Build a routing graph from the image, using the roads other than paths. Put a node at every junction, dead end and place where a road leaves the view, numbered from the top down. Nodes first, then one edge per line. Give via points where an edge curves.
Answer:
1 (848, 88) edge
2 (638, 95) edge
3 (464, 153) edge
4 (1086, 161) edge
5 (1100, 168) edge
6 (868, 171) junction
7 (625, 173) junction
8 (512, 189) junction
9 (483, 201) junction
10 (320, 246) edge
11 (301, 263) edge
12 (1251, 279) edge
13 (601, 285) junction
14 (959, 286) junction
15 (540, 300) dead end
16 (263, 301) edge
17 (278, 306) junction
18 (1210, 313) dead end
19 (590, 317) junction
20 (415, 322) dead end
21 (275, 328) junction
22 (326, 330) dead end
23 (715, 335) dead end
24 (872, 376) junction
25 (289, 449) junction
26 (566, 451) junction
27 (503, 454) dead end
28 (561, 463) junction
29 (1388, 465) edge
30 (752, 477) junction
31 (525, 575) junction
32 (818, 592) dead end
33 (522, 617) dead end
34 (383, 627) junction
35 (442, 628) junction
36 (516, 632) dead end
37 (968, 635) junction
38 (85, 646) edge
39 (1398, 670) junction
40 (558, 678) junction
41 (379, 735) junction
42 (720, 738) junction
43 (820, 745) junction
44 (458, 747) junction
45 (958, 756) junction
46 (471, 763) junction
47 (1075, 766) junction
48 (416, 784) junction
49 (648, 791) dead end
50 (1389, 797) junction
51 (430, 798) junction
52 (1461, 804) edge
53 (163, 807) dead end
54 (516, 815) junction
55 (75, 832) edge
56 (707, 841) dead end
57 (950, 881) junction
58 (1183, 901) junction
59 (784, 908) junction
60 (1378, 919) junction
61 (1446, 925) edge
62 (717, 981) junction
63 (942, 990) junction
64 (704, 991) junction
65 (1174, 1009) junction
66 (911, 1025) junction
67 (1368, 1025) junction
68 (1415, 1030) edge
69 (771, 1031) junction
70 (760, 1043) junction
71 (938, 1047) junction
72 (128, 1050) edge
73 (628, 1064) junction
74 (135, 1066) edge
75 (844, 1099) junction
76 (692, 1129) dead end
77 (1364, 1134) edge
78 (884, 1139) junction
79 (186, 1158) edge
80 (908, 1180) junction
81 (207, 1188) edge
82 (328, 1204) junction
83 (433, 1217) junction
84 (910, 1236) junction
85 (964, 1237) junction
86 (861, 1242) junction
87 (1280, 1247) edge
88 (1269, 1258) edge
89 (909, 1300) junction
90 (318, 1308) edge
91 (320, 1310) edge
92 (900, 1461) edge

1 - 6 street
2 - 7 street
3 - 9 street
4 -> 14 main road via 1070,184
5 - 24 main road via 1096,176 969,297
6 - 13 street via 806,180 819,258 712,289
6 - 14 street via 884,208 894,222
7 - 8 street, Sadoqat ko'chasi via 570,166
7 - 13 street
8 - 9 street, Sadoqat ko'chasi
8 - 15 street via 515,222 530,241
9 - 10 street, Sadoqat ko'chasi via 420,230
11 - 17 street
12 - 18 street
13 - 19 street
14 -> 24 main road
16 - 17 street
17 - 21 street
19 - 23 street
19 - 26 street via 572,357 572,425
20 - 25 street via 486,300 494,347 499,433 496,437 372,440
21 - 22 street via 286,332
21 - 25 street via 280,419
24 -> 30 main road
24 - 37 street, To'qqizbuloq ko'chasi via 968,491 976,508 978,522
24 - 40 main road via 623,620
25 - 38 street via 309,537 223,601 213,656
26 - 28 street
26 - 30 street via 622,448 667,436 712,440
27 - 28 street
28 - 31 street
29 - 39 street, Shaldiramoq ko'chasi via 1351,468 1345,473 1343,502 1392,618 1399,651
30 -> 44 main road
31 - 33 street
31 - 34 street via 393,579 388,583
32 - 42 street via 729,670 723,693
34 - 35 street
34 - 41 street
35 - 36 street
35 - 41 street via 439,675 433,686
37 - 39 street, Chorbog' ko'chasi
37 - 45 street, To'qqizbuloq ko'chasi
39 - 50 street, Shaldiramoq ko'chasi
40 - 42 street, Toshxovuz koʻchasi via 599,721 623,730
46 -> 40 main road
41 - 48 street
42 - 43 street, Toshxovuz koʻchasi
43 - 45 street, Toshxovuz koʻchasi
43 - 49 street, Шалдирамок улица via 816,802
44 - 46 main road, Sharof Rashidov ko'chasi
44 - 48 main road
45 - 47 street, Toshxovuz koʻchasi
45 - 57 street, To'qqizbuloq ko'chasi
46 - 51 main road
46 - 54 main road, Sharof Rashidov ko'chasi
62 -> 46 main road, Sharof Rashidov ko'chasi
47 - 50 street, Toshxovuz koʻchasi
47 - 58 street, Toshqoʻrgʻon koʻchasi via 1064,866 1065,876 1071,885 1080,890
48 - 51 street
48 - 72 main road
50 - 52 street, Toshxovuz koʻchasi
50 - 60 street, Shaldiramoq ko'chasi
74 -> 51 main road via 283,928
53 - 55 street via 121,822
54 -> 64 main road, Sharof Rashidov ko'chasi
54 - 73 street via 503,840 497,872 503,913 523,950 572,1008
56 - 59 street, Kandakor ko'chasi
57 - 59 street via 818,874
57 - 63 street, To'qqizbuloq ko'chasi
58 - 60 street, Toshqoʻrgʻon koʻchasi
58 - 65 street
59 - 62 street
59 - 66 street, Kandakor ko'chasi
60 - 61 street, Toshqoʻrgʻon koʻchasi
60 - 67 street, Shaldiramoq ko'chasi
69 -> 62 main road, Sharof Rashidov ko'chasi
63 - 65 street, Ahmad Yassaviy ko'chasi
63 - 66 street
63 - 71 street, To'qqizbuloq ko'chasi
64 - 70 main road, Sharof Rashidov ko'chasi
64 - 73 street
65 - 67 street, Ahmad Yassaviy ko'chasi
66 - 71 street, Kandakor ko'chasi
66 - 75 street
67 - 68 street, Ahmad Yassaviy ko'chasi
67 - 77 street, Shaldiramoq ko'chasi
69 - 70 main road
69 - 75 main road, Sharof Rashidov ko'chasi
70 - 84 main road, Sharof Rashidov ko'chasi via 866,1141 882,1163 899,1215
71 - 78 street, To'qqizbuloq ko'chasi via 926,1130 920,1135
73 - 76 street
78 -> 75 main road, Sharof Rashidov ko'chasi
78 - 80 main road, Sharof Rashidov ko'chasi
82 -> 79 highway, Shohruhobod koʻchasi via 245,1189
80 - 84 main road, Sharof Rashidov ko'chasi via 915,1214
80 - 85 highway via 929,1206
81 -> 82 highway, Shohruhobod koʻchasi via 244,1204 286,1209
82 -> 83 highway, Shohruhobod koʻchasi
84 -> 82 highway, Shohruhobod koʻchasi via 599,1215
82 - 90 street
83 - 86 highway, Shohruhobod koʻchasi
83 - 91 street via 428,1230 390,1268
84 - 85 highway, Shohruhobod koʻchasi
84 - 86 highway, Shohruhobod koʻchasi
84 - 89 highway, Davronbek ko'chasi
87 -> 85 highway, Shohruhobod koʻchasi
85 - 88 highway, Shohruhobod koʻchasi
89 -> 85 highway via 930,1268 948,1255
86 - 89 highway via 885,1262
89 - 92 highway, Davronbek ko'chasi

THE PROBLEM:
Nothing in the data may be left out; copy every line exactly.

SOLUTION TO THIS TASK:
Build a routing graph from the image, using the roads other than paths. Put a node at every junction, dead end and place where a road leaves the view, numbered from the top down. Nodes first, then one edge per line. Give via points where an edge curves.
Answer:
1 (848, 88) edge
2 (638, 95) edge
3 (464, 153) edge
4 (1086, 161) edge
5 (1100, 168) edge
6 (868, 171) junction
7 (625, 173) junction
8 (512, 189) junction
9 (483, 201) junction
10 (320, 246) edge
11 (301, 263) edge
12 (1251, 279) edge
13 (601, 285) junction
14 (959, 286) junction
15 (540, 300) dead end
16 (263, 301) edge
17 (278, 306) junction
18 (1210, 313) dead end
19 (590, 317) junction
20 (415, 322) dead end
21 (275, 328) junction
22 (326, 330) dead end
23 (715, 335) dead end
24 (872, 376) junction
25 (289, 449) junction
26 (566, 451) junction
27 (503, 454) dead end
28 (561, 463) junction
29 (1388, 465) edge
30 (752, 477) junction
31 (525, 575) junction
32 (818, 592) dead end
33 (522, 617) dead end
34 (383, 627) junction
35 (442, 628) junction
36 (516, 632) dead end
37 (968, 635) junction
38 (85, 646) edge
39 (1398, 670) junction
40 (558, 678) junction
41 (379, 735) junction
42 (720, 738) junction
43 (820, 745) junction
44 (458, 747) junction
45 (958, 756) junction
46 (471, 763) junction
47 (1075, 766) junction
48 (416, 784) junction
49 (648, 791) dead end
50 (1389, 797) junction
51 (430, 798) junction
52 (1461, 804) edge
53 (163, 807) dead end
54 (516, 815) junction
55 (75, 832) edge
56 (707, 841) dead end
57 (950, 881) junction
58 (1183, 901) junction
59 (784, 908) junction
60 (1378, 919) junction
61 (1446, 925) edge
62 (717, 981) junction
63 (942, 990) junction
64 (704, 991) junction
65 (1174, 1009) junction
66 (911, 1025) junction
67 (1368, 1025) junction
68 (1415, 1030) edge
69 (771, 1031) junction
70 (760, 1043) junction
71 (938, 1047) junction
72 (128, 1050) edge
73 (628, 1064) junction
74 (135, 1066) edge
75 (844, 1099) junction
76 (692, 1129) dead end
77 (1364, 1134) edge
78 (884, 1139) junction
79 (186, 1158) edge
80 (908, 1180) junction
81 (207, 1188) edge
82 (328, 1204) junction
83 (433, 1217) junction
84 (910, 1236) junction
85 (964, 1237) junction
86 (861, 1242) junction
87 (1280, 1247) edge
88 (1269, 1258) edge
89 (909, 1300) junction
90 (318, 1308) edge
91 (320, 1310) edge
92 (900, 1461) edge

1 - 6 street
2 - 7 street
3 - 9 street
4 -> 14 main road via 1070,184
5 - 24 main road via 1096,176 969,297
6 - 13 street via 806,180 819,258 712,289
6 - 14 street via 884,208 894,222
7 - 8 street, Sadoqat ko'chasi via 570,166
7 - 13 street
8 - 9 street, Sadoqat ko'chasi
8 - 15 street via 515,222 530,241
9 - 10 street, Sadoqat ko'chasi via 420,230
11 - 17 street
12 - 18 street
13 - 19 street
14 -> 24 main road
16 - 17 street
17 - 21 street
19 - 23 street
19 - 26 street via 572,357 572,425
20 - 25 street via 486,300 494,347 499,433 496,437 372,440
21 - 22 street via 286,332
21 - 25 street via 280,419
24 -> 30 main road
24 - 37 street, To'qqizbuloq ko'chasi via 968,491 976,508 978,522
24 - 40 main road via 623,620
25 - 38 street via 309,537 223,601 213,656
26 - 28 street
26 - 30 street via 622,448 667,436 712,440
27 - 28 street
28 - 31 street
29 - 39 street, Shaldiramoq ko'chasi via 1351,468 1345,473 1343,502 1392,618 1399,651
30 -> 44 main road
31 - 33 street
31 - 34 street via 393,579 388,583
32 - 42 street via 729,670 723,693
34 - 35 street
34 - 41 street
35 - 36 street
35 - 41 street via 439,675 433,686
37 - 39 street, Chorbog' ko'chasi
37 - 45 street, To'qqizbuloq ko'chasi
39 - 50 street, Shaldiramoq ko'chasi
40 - 42 street, Toshxovuz koʻchasi via 599,721 623,730
46 -> 40 main road
41 - 48 street
42 - 43 street, Toshxovuz koʻchasi
43 - 45 street, Toshxovuz koʻchasi
43 - 49 street, Шалдирамок улица via 816,802
44 - 46 main road, Sharof Rashidov ko'chasi
44 - 48 main road
45 - 47 street, Toshxovuz koʻchasi
45 - 57 street, To'qqizbuloq ko'chasi
46 - 51 main road
46 - 54 main road, Sharof Rashidov ko'chasi
62 -> 46 main road, Sharof Rashidov ko'chasi
47 - 50 street, Toshxovuz koʻchasi
47 - 58 street, Toshqoʻrgʻon koʻchasi via 1064,866 1065,876 1071,885 1080,890
48 - 51 street
48 - 72 main road
50 - 52 street, Toshxovuz koʻchasi
50 - 60 street, Shaldiramoq ko'chasi
74 -> 51 main road via 283,928
53 - 55 street via 121,822
54 -> 64 main road, Sharof Rashidov ko'chasi
54 - 73 street via 503,840 497,872 503,913 523,950 572,1008
56 - 59 street, Kandakor ko'chasi
57 - 59 street via 818,874
57 - 63 street, To'qqizbuloq ko'chasi
58 - 60 street, Toshqoʻrgʻon koʻchasi
58 - 65 street
59 - 62 street
59 - 66 street, Kandakor ko'chasi
60 - 61 street, Toshqoʻrgʻon koʻchasi
60 - 67 street, Shaldiramoq ko'chasi
69 -> 62 main road, Sharof Rashidov ko'chasi
63 - 65 street, Ahmad Yassaviy ko'chasi
63 - 66 street
63 - 71 street, To'qqizbuloq ko'chasi
64 - 70 main road, Sharof Rashidov ko'chasi
64 - 73 street
65 - 67 street, Ahmad Yassaviy ko'chasi
66 - 71 street, Kandakor ko'chasi
66 - 75 street
67 - 68 street, Ahmad Yassaviy ko'chasi
67 - 77 street, Shaldiramoq ko'chasi
69 - 70 main road
69 - 75 main road, Sharof Rashidov ko'chasi
70 - 84 main road, Sharof Rashidov ko'chasi via 866,1141 882,1163 899,1215
71 - 78 street, To'qqizbuloq ko'chasi via 926,1130 920,1135
73 - 76 street
78 -> 75 main road, Sharof Rashidov ko'chasi
78 - 80 main road, Sharof Rashidov ko'chasi
82 -> 79 highway, Shohruhobod koʻchasi via 245,1189
80 - 84 main road, Sharof Rashidov ko'chasi via 915,1214
80 - 85 highway via 929,1206
81 -> 82 highway, Shohruhobod koʻchasi via 244,1204 286,1209
82 -> 83 highway, Shohruhobod koʻchasi
84 -> 82 highway, Shohruhobod koʻchasi via 599,1215
82 - 90 street
83 - 86 highway, Shohruhobod koʻchasi
83 - 91 street via 428,1230 390,1268
84 - 85 highway, Shohruhobod koʻchasi
84 - 86 highway, Shohruhobod koʻchasi
84 - 89 highway, Davronbek ko'chasi
87 -> 85 highway, Shohruhobod koʻchasi
85 - 88 highway, Shohruhobod koʻchasi
89 -> 85 highway via 930,1268 948,1255
86 - 89 highway via 885,1262
89 - 92 highway, Davronbek ko'chasi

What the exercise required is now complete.